The Devil I Hate (Devil's Knights 1)
He turned his piercing gaze on me, slicing deep into my chest with one look. “I jumped once. The drop isn’t as bad as it looks.”
“Why would you do that?”
Luca rolled his broad shoulders, and my eyes wandered down his thick biceps that bulged beneath his fitted shirt. “To get away from my dad.”
“How did you survive the fall?” I gulped down more champagne and pointed below us. “That has to be at least a hundred feet to the beach.”
“I had a parachute,” he said as if that were a normal thing people kept around the house. “I thought I could make it across the bay without him finding me.”
“Did you make it?”
He laughed like a villain from a horror movie, a loud cackle that pierced my eardrum. It sounded so unusual for him. Luca didn’t strike me as someone who laughed or smiled often. And if I had to guess, each scar he’d earned drained his happiness.
“Not a fucking chance,” he said with a hint of bitterness in his voice. “There’s no escaping Arlo Salvatore. Once you’re in Devil’s Creek, he owns you.”
“Did your dad do that to your back?”
His head turned in my direction. “Pain is weakness leaving the body. Once you understand that, it doesn’t hurt as much.”
My mouth fell open in shock, but I got the impression Luca said things to scare me. He was too old to have his father punish him like a child, but he didn’t seem to mind taking a beating. Did he enjoy inflicting pain on others? Was he just as sick and twisted as his father? I wondered if it were possible to overcome something like that and then thought of my own scars. Though, no one would ever see mine.
“I get off on doing bad things,” he said after a long pause. “It gives me a high like no other. And as a kid, I got punished for them. That’s why I jumped.”
I handed him the bottle. “What made your dad so mad you jumped off a cliff?”
When his fingers wrapped around the bottle, they brushed mine. Sparks of electricity skated up my arm. He glanced down at our joined fingers for a moment. I dropped my hand, and he tipped the bottle to his mouth.
“I took my dad’s Maserati out for a test drive.” He smirked. “I didn’t have a driver’s license. When I came home, he…” His expression turned grim, tugging at his stony features. “Well, you can guess what happened next.”
“I would jump, too, if my dad did that to me.”
“I know what your parents have done to you,” he said with a slight shake of his head. “Your scars are on the inside, and that kind of pain hurts much worse.”
Despite his confession, his voice was like a melody, deep, smooth, and oddly comforting. I let his words roll over me, closing my eyes for a few seconds, listening to the water crash against the beach. He understood me in ways no one ever had, not even my twin brother. For the first time in years, I felt at ease around a stranger. Making friends was impossible with my past. But with Luca, I could lower the carefully constructed walls I’d built to keep people away.

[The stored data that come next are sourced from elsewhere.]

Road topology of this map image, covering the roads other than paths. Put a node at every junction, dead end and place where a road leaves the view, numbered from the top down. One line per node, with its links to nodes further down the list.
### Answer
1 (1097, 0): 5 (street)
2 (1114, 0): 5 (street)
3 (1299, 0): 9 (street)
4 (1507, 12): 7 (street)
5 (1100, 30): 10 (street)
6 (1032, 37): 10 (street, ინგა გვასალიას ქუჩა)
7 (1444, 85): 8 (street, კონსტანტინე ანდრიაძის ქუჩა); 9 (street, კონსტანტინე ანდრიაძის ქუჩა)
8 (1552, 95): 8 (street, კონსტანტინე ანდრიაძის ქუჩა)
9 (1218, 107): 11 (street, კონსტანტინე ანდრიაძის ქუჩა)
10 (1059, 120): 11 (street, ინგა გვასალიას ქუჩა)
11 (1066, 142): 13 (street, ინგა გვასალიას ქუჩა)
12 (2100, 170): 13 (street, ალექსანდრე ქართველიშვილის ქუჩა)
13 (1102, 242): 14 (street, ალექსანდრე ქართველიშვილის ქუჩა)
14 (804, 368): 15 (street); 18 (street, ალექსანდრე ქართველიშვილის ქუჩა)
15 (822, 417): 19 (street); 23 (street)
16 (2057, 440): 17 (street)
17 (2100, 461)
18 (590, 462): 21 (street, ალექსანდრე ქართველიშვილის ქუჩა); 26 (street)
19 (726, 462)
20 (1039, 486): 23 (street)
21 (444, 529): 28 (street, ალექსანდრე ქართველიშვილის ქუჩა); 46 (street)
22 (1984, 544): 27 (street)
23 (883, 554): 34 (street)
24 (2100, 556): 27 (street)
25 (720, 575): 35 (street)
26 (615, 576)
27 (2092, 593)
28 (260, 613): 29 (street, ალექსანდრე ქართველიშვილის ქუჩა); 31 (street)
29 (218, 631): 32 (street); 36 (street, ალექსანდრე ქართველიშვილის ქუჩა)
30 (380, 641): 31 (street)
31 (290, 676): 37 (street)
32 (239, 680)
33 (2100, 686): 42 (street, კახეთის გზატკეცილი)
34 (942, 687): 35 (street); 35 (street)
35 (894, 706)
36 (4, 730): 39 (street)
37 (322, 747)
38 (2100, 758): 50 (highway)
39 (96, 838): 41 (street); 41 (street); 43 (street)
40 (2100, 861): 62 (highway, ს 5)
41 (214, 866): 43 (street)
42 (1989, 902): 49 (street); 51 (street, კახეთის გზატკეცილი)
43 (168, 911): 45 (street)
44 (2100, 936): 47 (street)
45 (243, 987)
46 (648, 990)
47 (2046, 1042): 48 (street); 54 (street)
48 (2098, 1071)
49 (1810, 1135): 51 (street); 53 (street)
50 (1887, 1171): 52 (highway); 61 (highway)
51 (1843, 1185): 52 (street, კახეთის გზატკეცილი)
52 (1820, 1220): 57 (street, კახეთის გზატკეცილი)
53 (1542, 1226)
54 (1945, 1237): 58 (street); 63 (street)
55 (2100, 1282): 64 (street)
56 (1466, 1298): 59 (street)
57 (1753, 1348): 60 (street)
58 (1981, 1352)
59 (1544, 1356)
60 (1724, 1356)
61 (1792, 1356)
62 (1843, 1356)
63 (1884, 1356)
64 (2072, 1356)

When our eyes locked, he looked at me without judgment, only understanding. How did he know about my childhood? All the late nights screaming for help. The dark, locked closets. My mother’s laughter on the other side of the door. Aiden banging on the wall for her to let me out.
“My family isn’t like yours,” I said, though I wasn’t so sure my statement held much truth.
Luca sipped from the bottle. “Why do you think you’re here? You’re the only granddaughter of a Founder. You are one of us. You belong to us.”
“No, I don’t,” I challenged.
Luca ran a hand over his strong jaw, his eyes on the bay. “Our families decided our futures a long time ago.”
“I just met my grandparents for the first time this summer. This is a vacation. I’m leaving for art school with my brother next month.”
He released a dark chuckle. “This is fate. Not a chance meeting or a vacation. How do you think you got into that fancy art school?”
I cocked an eyebrow at him. “I applied.”
Luca shook his head. “You’re talented. But a recommendation from the Franco Foundation goes a long way at RISD.”
His mother’s charity.
“What are you talking about?”
He handed over the bottle with a smirk. “I made sure you got into that school.”
After reading Evangeline Franco had attended the Rhode Island School of Design, I wanted so badly to follow in her footsteps. I downloaded everything I could about the school and spent years planning my future. RISD only accepted the best of the best.
So I worked my ass off, praying they would see my potential. And knowing the Salvatores had somehow influenced their decision made all of my efforts seem like they were pointless. The air siphoned from my lungs as I considered his words. I really thought I’d gained acceptance on my own.